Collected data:
========================================================================
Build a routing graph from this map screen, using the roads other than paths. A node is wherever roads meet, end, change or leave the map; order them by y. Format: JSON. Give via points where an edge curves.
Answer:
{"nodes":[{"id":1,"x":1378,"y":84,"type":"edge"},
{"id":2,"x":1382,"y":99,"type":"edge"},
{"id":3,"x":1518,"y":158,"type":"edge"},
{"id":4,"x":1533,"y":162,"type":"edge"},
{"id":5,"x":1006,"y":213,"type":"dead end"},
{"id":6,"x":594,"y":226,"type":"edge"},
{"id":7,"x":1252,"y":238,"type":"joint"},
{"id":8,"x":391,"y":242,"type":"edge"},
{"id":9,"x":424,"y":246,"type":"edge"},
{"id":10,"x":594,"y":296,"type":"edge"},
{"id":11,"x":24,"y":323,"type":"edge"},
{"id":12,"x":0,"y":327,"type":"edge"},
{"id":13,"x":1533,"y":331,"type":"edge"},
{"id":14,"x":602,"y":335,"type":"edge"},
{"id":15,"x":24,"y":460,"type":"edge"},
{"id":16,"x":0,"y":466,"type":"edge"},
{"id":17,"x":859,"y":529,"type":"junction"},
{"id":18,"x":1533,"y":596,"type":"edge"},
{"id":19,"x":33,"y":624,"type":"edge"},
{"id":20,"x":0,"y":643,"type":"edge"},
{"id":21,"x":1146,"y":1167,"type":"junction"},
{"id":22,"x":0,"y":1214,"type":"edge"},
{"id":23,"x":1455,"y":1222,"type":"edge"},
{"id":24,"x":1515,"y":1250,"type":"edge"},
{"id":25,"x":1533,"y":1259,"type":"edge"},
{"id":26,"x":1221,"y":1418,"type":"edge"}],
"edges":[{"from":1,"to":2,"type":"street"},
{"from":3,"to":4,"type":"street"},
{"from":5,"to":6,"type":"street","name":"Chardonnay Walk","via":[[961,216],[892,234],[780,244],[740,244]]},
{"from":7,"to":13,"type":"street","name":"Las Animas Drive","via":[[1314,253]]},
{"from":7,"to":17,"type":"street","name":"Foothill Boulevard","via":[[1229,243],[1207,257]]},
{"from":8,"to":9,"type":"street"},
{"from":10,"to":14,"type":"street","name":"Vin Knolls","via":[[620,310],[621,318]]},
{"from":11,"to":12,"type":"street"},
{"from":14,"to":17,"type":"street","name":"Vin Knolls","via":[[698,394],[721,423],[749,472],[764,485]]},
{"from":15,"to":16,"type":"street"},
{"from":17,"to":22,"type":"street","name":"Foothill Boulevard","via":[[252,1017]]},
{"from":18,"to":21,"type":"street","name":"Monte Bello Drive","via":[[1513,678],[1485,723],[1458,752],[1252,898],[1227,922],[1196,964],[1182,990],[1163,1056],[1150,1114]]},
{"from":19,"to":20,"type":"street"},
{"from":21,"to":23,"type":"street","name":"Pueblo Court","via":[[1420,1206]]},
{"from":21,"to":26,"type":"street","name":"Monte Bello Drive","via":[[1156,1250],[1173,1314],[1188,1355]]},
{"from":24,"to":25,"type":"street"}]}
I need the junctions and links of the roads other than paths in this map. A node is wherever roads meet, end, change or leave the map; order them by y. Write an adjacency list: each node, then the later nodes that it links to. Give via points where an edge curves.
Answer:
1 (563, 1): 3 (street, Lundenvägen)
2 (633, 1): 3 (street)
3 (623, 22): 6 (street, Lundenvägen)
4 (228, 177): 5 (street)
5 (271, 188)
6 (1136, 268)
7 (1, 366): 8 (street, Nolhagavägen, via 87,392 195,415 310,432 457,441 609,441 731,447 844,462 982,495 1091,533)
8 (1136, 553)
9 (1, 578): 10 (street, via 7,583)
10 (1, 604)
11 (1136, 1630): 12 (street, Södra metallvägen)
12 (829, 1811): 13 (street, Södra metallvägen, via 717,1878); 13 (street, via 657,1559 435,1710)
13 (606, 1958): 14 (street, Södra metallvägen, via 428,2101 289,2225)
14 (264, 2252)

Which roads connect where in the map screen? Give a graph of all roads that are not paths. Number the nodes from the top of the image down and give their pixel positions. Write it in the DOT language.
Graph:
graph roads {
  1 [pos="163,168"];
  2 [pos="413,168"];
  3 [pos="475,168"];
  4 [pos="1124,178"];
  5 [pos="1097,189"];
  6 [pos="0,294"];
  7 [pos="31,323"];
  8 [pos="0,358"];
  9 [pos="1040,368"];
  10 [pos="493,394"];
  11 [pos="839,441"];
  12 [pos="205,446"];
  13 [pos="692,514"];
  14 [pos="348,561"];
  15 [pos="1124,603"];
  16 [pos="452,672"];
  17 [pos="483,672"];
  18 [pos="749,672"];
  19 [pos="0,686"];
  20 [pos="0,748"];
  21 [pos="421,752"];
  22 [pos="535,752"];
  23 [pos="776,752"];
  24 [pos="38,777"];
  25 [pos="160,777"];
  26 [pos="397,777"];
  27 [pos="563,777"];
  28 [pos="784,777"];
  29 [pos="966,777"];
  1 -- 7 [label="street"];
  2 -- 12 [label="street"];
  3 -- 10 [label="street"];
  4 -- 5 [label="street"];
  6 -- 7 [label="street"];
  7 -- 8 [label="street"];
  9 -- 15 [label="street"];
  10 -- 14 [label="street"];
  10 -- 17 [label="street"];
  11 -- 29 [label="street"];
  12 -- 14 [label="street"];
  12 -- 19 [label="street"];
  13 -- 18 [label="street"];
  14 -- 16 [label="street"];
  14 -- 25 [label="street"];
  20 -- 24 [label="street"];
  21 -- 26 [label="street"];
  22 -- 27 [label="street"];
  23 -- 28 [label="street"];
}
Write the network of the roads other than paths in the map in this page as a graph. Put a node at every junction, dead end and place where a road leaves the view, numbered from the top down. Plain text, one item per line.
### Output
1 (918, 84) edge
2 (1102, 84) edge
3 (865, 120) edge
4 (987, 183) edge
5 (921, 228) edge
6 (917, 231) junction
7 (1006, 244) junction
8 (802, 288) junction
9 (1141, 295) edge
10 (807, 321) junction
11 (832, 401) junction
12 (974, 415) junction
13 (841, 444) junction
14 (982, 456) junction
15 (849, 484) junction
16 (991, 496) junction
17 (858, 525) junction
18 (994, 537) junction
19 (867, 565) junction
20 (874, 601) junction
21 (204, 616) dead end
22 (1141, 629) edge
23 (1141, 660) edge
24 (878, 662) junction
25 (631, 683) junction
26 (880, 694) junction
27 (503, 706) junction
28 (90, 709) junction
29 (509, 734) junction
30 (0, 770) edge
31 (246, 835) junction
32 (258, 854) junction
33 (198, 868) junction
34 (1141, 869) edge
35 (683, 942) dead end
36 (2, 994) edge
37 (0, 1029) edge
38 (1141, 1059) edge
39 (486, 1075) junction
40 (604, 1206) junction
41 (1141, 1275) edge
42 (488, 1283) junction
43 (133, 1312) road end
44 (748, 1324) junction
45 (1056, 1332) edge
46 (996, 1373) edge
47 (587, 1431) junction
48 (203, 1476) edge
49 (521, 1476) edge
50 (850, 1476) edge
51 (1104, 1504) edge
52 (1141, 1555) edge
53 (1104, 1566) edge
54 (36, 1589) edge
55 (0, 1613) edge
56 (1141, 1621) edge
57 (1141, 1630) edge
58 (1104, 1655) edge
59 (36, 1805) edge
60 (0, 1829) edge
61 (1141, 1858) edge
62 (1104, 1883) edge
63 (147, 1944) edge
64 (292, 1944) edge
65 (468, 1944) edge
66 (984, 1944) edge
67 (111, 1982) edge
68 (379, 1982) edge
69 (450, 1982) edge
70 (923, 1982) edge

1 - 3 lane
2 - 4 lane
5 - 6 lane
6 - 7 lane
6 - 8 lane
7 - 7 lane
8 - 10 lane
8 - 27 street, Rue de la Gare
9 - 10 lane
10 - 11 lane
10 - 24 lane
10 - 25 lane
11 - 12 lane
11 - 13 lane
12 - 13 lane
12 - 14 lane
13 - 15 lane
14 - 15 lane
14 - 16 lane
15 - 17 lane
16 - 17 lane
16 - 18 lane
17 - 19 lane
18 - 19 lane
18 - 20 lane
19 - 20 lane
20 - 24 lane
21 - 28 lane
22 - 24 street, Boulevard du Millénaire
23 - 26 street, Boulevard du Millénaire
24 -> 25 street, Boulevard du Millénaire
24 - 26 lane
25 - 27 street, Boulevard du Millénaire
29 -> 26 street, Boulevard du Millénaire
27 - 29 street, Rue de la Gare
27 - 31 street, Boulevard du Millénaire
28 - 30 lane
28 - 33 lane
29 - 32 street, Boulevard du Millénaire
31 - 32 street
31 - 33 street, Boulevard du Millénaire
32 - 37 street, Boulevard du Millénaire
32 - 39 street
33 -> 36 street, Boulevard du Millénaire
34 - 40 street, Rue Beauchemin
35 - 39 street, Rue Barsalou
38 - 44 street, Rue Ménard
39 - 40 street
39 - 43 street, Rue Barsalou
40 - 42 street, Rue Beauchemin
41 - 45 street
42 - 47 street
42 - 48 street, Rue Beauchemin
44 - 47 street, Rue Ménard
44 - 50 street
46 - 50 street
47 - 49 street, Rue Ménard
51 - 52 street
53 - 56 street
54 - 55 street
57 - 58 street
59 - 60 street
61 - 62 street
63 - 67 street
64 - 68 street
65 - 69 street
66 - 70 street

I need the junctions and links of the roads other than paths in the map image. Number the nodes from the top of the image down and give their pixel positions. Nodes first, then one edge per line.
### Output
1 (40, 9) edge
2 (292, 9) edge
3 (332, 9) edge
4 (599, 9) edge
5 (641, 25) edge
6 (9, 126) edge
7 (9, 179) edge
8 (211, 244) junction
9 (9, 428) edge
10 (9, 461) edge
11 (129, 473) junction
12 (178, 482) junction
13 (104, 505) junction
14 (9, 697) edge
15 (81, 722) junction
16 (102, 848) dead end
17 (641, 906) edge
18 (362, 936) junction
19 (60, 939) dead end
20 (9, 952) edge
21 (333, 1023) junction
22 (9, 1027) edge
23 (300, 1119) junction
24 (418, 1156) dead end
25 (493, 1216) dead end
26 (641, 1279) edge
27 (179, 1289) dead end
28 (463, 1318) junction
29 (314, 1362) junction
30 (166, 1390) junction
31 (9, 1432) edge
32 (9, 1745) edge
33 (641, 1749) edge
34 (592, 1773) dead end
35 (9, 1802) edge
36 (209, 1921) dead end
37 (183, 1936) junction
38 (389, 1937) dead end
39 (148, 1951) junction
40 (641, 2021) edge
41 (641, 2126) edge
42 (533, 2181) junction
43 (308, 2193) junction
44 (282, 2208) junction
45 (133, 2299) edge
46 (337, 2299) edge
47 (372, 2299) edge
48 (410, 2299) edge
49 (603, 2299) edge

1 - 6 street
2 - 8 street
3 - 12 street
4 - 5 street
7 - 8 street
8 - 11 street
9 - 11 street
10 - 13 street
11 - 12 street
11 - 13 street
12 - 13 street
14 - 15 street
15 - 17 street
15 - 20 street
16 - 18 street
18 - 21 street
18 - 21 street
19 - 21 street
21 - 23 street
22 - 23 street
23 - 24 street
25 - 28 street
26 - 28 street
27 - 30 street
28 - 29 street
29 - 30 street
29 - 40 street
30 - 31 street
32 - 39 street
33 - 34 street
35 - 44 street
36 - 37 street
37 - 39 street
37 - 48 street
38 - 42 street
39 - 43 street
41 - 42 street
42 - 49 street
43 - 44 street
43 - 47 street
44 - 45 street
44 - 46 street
========================================================================
### Task description
Looking at the records above, please work out how many lines contain "Barsalou" and state only that number.

### Output for this task
2